Clearly, then, the Court of Appeals erred in invalidating petitioner’s mortgage lien over the subject property.
WHEREFORE, in view of the foregoing, the instant petition for review on certiorari
is GRANTED. The Decision of the Court of Appeals in CA-G.R. CV No. 32910 is SET ASIDE, and the Decision of the Regional Trial Court of Cavite City, Branch 16, in Civil Case No. N-5386 is REINSTATED in all aspects.
No pronouncement as to costs.
Davide, Jr., C.J.
, Puno, Kapunan, and Pardo, JJ.
1. Court of Appeals Decision, p. 4 Rollo, p. 51.
2. RTC Decision, Records, pp. 103-110.
3. 96 Phil. 157, 161 (1954).
4. Republic v. Court of Appeals, 306 SCRA 81, 88 .
5. Republic v. Court of Appeals, supra, pp. 88-89.
6. Duran v. IAC, 138 SCRA 489, 495 .
7. Hemedes v. Court of Appeals, 316 SCRA 347. 373 (1999).
8. Duran v. IAC, supra.
9. Traders Royal Bank v. Court of Appeals, 315 SCRA 190, 202 (1999), citing Tenio-Obsequio v. Court of Appeals, 230 SCRA 550, 557 (1994).

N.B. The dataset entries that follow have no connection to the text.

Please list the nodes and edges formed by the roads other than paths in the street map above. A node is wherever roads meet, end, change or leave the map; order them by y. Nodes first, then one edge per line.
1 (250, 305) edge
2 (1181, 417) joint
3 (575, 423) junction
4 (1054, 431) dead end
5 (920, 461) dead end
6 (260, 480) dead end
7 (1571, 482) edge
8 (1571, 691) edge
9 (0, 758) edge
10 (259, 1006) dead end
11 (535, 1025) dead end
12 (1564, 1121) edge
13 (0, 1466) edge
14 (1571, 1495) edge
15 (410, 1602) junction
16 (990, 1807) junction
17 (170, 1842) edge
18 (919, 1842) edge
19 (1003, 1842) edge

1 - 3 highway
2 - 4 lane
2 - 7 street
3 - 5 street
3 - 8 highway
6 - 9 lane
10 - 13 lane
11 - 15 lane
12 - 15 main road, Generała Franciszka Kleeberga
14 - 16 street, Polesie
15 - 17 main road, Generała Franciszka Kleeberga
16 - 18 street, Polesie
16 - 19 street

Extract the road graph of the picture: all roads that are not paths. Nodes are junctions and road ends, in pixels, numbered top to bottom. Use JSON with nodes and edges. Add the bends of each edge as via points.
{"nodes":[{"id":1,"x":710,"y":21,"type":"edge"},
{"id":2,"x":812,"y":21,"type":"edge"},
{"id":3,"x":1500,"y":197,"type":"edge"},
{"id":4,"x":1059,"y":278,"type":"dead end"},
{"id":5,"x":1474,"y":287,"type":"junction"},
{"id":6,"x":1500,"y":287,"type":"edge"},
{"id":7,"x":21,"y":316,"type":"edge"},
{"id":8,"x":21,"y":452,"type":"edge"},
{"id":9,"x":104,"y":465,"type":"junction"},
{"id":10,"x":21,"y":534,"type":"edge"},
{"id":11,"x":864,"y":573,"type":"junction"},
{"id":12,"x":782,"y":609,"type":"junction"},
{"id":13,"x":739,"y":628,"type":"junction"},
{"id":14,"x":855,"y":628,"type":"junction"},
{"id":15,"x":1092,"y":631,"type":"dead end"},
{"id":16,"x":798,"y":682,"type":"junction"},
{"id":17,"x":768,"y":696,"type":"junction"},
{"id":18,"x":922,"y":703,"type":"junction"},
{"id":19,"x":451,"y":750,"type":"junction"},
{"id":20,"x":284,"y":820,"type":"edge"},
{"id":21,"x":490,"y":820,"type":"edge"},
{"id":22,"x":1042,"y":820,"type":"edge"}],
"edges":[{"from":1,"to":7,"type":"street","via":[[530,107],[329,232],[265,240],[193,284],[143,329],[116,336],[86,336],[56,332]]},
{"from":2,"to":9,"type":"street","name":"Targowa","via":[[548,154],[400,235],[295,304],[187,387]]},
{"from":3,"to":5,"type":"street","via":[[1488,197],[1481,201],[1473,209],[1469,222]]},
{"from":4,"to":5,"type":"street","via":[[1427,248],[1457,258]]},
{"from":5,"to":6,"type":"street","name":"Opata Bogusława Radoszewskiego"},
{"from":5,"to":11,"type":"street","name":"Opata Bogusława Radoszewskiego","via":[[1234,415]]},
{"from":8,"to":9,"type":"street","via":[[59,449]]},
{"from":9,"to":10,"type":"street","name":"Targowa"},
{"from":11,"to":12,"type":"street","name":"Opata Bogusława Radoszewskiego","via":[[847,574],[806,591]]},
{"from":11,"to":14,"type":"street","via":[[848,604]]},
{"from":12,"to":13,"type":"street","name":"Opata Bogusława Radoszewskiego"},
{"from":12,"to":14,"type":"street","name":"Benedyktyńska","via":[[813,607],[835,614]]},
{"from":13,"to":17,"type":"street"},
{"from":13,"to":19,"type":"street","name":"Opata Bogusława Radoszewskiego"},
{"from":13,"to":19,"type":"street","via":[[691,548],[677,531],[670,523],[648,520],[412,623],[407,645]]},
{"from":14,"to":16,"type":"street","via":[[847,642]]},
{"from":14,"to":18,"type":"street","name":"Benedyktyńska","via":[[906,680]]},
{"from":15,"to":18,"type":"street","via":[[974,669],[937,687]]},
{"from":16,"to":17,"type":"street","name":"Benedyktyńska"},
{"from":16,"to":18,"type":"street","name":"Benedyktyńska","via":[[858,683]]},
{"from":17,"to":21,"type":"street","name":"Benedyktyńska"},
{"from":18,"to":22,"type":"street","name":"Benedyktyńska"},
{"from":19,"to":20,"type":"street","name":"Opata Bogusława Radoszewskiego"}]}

10. 117 SCRA 201, 205 (1982).
11. 120 SCRA 171, 180 (1983), citing Blanco, Et. Al. v. Esquierdo, Et Al., 110 Phil. 606 (1961).
12. Director of Lands v. Abache, 73 Phil. 606 (1941-42).
13. 203 SCRA 210, 215-216 (1991).
14 Penullar v. PNB, supra, PNB v. Court of Appeals, 187 SCRA 735, 742 (1990).
15. State Investment House, Inc. v. Court of Appeals, 254 SCRA 368, 373 (1996).
16. Planters Development Bank v. Court of Appeals, 197 SCRA 698, 702 (1991).
17. Cebu International Finance Corp. v. Court of Appeals, 268 SCRA 178, 189 (1997).
18. Bacaltos Coal Mines v. Court of Appeals, 245 SCRA 460, 475 (1995); Traders Royal Bank v. Court of Appeals, supra, pp. 210-211.